[Collected data]
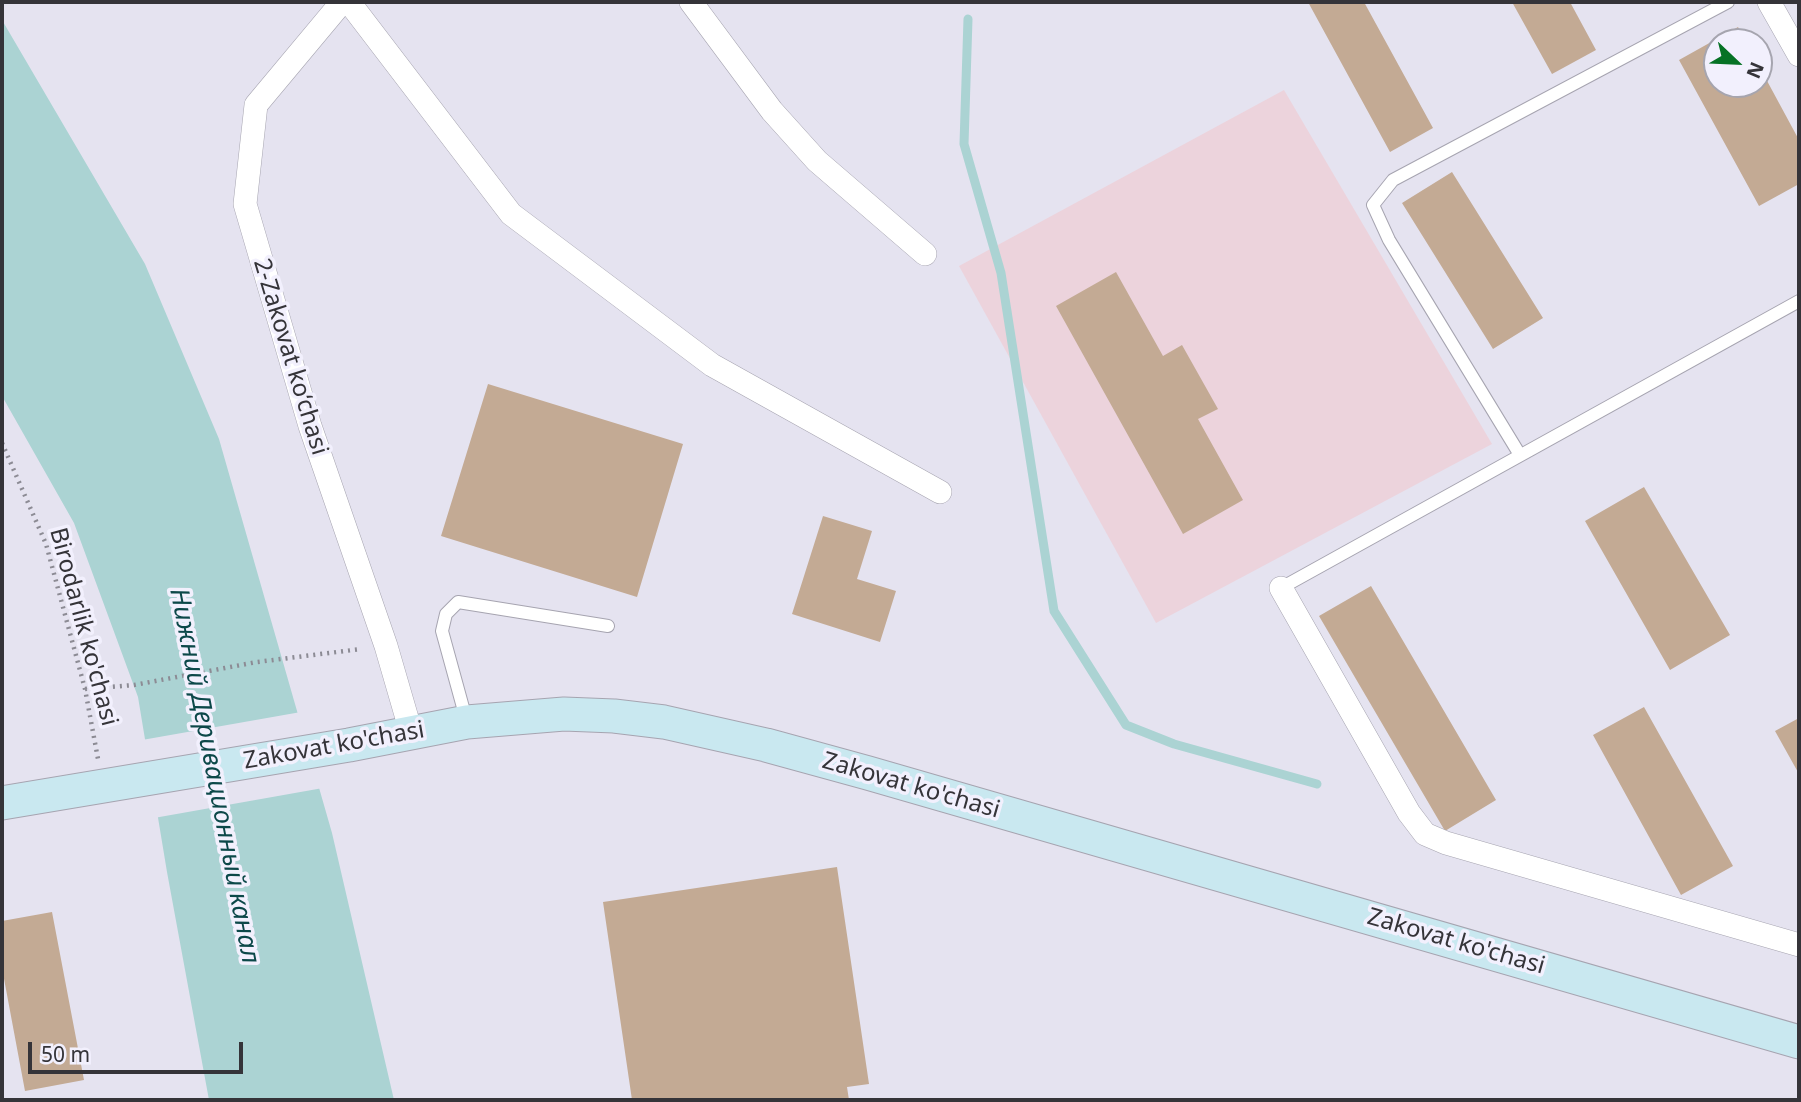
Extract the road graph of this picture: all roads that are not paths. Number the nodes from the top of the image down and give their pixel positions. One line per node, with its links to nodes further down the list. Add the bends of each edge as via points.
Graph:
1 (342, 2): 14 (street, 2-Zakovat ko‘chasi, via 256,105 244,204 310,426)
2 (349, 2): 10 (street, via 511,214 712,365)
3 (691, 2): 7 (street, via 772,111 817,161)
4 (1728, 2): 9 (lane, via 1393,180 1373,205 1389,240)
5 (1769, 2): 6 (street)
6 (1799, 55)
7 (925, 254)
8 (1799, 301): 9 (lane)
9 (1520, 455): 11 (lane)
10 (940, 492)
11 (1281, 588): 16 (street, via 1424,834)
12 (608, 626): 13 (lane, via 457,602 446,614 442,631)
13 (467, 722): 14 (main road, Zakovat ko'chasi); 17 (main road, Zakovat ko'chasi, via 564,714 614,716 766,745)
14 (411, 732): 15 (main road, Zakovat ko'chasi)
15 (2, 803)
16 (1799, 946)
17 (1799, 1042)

Directions for this task – Each entry above is to be written out again unchanged, apart from the pictures, which are left out.

Task result –
Extract the road graph of this picture: all roads that are not paths. Number the nodes from the top of the image down and give their pixel positions. One line per node, with its links to nodes further down the list. Add the bends of each edge as via points.
Graph:
1 (342, 2): 14 (street, 2-Zakovat ko‘chasi, via 256,105 244,204 310,426)
2 (349, 2): 10 (street, via 511,214 712,365)
3 (691, 2): 7 (street, via 772,111 817,161)
4 (1728, 2): 9 (lane, via 1393,180 1373,205 1389,240)
5 (1769, 2): 6 (street)
6 (1799, 55)
7 (925, 254)
8 (1799, 301): 9 (lane)
9 (1520, 455): 11 (lane)
10 (940, 492)
11 (1281, 588): 16 (street, via 1424,834)
12 (608, 626): 13 (lane, via 457,602 446,614 442,631)
13 (467, 722): 14 (main road, Zakovat ko'chasi); 17 (main road, Zakovat ko'chasi, via 564,714 614,716 766,745)
14 (411, 732): 15 (main road, Zakovat ko'chasi)
15 (2, 803)
16 (1799, 946)
17 (1799, 1042)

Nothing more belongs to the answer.